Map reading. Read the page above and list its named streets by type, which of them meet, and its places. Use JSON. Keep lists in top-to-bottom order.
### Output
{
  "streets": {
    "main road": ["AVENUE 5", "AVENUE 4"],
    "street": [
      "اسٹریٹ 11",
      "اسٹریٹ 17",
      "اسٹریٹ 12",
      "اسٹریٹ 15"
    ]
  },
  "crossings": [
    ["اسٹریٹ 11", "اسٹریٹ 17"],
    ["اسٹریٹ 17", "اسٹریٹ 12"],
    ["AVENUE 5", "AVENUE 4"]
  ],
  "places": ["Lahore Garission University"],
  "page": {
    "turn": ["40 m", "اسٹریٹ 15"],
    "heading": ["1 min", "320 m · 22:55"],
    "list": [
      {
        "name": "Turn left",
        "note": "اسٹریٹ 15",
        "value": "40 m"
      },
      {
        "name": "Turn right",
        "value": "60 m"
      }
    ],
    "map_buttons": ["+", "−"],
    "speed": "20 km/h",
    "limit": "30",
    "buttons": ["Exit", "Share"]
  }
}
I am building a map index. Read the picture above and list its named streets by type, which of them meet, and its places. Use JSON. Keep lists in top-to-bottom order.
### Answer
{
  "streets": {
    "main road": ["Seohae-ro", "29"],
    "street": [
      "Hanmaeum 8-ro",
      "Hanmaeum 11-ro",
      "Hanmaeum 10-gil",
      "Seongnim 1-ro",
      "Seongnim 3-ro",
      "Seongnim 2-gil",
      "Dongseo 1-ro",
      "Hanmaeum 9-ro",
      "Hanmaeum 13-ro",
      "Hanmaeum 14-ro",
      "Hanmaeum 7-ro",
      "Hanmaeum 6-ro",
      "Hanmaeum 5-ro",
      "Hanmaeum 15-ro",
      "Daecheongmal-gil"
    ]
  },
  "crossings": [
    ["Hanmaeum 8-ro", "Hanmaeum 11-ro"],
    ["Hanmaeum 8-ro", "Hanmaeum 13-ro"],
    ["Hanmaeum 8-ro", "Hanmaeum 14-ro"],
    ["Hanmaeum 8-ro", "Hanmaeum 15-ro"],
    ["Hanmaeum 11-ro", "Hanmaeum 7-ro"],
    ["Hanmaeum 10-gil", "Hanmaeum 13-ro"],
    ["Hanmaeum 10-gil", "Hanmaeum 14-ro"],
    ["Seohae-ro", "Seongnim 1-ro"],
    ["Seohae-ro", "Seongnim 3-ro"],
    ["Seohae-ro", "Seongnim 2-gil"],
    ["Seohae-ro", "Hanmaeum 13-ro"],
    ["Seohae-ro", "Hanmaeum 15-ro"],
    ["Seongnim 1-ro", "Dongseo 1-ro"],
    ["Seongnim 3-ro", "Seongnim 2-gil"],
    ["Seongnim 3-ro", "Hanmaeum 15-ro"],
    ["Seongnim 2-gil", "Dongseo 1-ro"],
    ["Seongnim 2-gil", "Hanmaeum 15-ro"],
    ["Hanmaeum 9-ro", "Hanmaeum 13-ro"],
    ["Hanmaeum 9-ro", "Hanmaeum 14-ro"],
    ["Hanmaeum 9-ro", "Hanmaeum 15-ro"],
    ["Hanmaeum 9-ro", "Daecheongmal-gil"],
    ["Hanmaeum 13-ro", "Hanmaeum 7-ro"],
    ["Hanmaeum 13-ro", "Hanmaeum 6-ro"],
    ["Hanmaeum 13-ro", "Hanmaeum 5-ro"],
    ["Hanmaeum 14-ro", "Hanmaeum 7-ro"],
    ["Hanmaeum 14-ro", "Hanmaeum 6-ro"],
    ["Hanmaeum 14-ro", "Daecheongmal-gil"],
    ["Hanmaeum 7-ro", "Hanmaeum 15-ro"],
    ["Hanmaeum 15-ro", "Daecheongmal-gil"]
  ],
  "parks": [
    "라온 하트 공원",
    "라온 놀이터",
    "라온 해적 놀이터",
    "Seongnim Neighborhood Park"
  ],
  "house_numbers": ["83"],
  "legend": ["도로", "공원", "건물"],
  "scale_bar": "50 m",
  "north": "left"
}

Goal of the exercise: What you return must match the listing exactly, with nothing missing.

Task solution:
Map reading. Read the page above and list its named streets by type, which of them meet, and its places. Use JSON. Keep lists in top-to-bottom order.
### Output
{
  "streets": {
    "main road": ["AVENUE 5", "AVENUE 4"],
    "street": [
      "اسٹریٹ 11",
      "اسٹریٹ 17",
      "اسٹریٹ 12",
      "اسٹریٹ 15"
    ]
  },
  "crossings": [
    ["اسٹریٹ 11", "اسٹریٹ 17"],
    ["اسٹریٹ 17", "اسٹریٹ 12"],
    ["AVENUE 5", "AVENUE 4"]
  ],
  "places": ["Lahore Garission University"],
  "page": {
    "turn": ["40 m", "اسٹریٹ 15"],
    "heading": ["1 min", "320 m · 22:55"],
    "list": [
      {
        "name": "Turn left",
        "note": "اسٹریٹ 15",
        "value": "40 m"
      },
      {
        "name": "Turn right",
        "value": "60 m"
      }
    ],
    "map_buttons": ["+", "−"],
    "speed": "20 km/h",
    "limit": "30",
    "buttons": ["Exit", "Share"]
  }
}
I am building a map index. Read the picture above and list its named streets by type, which of them meet, and its places. Use JSON. Keep lists in top-to-bottom order.
### Answer
{
  "streets": {
    "main road": ["Seohae-ro", "29"],
    "street": [
      "Hanmaeum 8-ro",
      "Hanmaeum 11-ro",
      "Hanmaeum 10-gil",
      "Seongnim 1-ro",
      "Seongnim 3-ro",
      "Seongnim 2-gil",
      "Dongseo 1-ro",
      "Hanmaeum 9-ro",
      "Hanmaeum 13-ro",
      "Hanmaeum 14-ro",
      "Hanmaeum 7-ro",
      "Hanmaeum 6-ro",
      "Hanmaeum 5-ro",
      "Hanmaeum 15-ro",
      "Daecheongmal-gil"
    ]
  },
  "crossings": [
    ["Hanmaeum 8-ro", "Hanmaeum 11-ro"],
    ["Hanmaeum 8-ro", "Hanmaeum 13-ro"],
    ["Hanmaeum 8-ro", "Hanmaeum 14-ro"],
    ["Hanmaeum 8-ro", "Hanmaeum 15-ro"],
    ["Hanmaeum 11-ro", "Hanmaeum 7-ro"],
    ["Hanmaeum 10-gil", "Hanmaeum 13-ro"],
    ["Hanmaeum 10-gil", "Hanmaeum 14-ro"],
    ["Seohae-ro", "Seongnim 1-ro"],
    ["Seohae-ro", "Seongnim 3-ro"],
    ["Seohae-ro", "Seongnim 2-gil"],
    ["Seohae-ro", "Hanmaeum 13-ro"],
    ["Seohae-ro", "Hanmaeum 15-ro"],
    ["Seongnim 1-ro", "Dongseo 1-ro"],
    ["Seongnim 3-ro", "Seongnim 2-gil"],
    ["Seongnim 3-ro", "Hanmaeum 15-ro"],
    ["Seongnim 2-gil", "Dongseo 1-ro"],
    ["Seongnim 2-gil", "Hanmaeum 15-ro"],
    ["Hanmaeum 9-ro", "Hanmaeum 13-ro"],
    ["Hanmaeum 9-ro", "Hanmaeum 14-ro"],
    ["Hanmaeum 9-ro", "Hanmaeum 15-ro"],
    ["Hanmaeum 9-ro", "Daecheongmal-gil"],
    ["Hanmaeum 13-ro", "Hanmaeum 7-ro"],
    ["Hanmaeum 13-ro", "Hanmaeum 6-ro"],
    ["Hanmaeum 13-ro", "Hanmaeum 5-ro"],
    ["Hanmaeum 14-ro", "Hanmaeum 7-ro"],
    ["Hanmaeum 14-ro", "Hanmaeum 6-ro"],
    ["Hanmaeum 14-ro", "Daecheongmal-gil"],
    ["Hanmaeum 7-ro", "Hanmaeum 15-ro"],
    ["Hanmaeum 15-ro", "Daecheongmal-gil"]
  ],
  "parks": [
    "라온 하트 공원",
    "라온 놀이터",
    "라온 해적 놀이터",
    "Seongnim Neighborhood Park"
  ],
  "house_numbers": ["83"],
  "legend": ["도로", "공원", "건물"],
  "scale_bar": "50 m",
  "north": "left"
}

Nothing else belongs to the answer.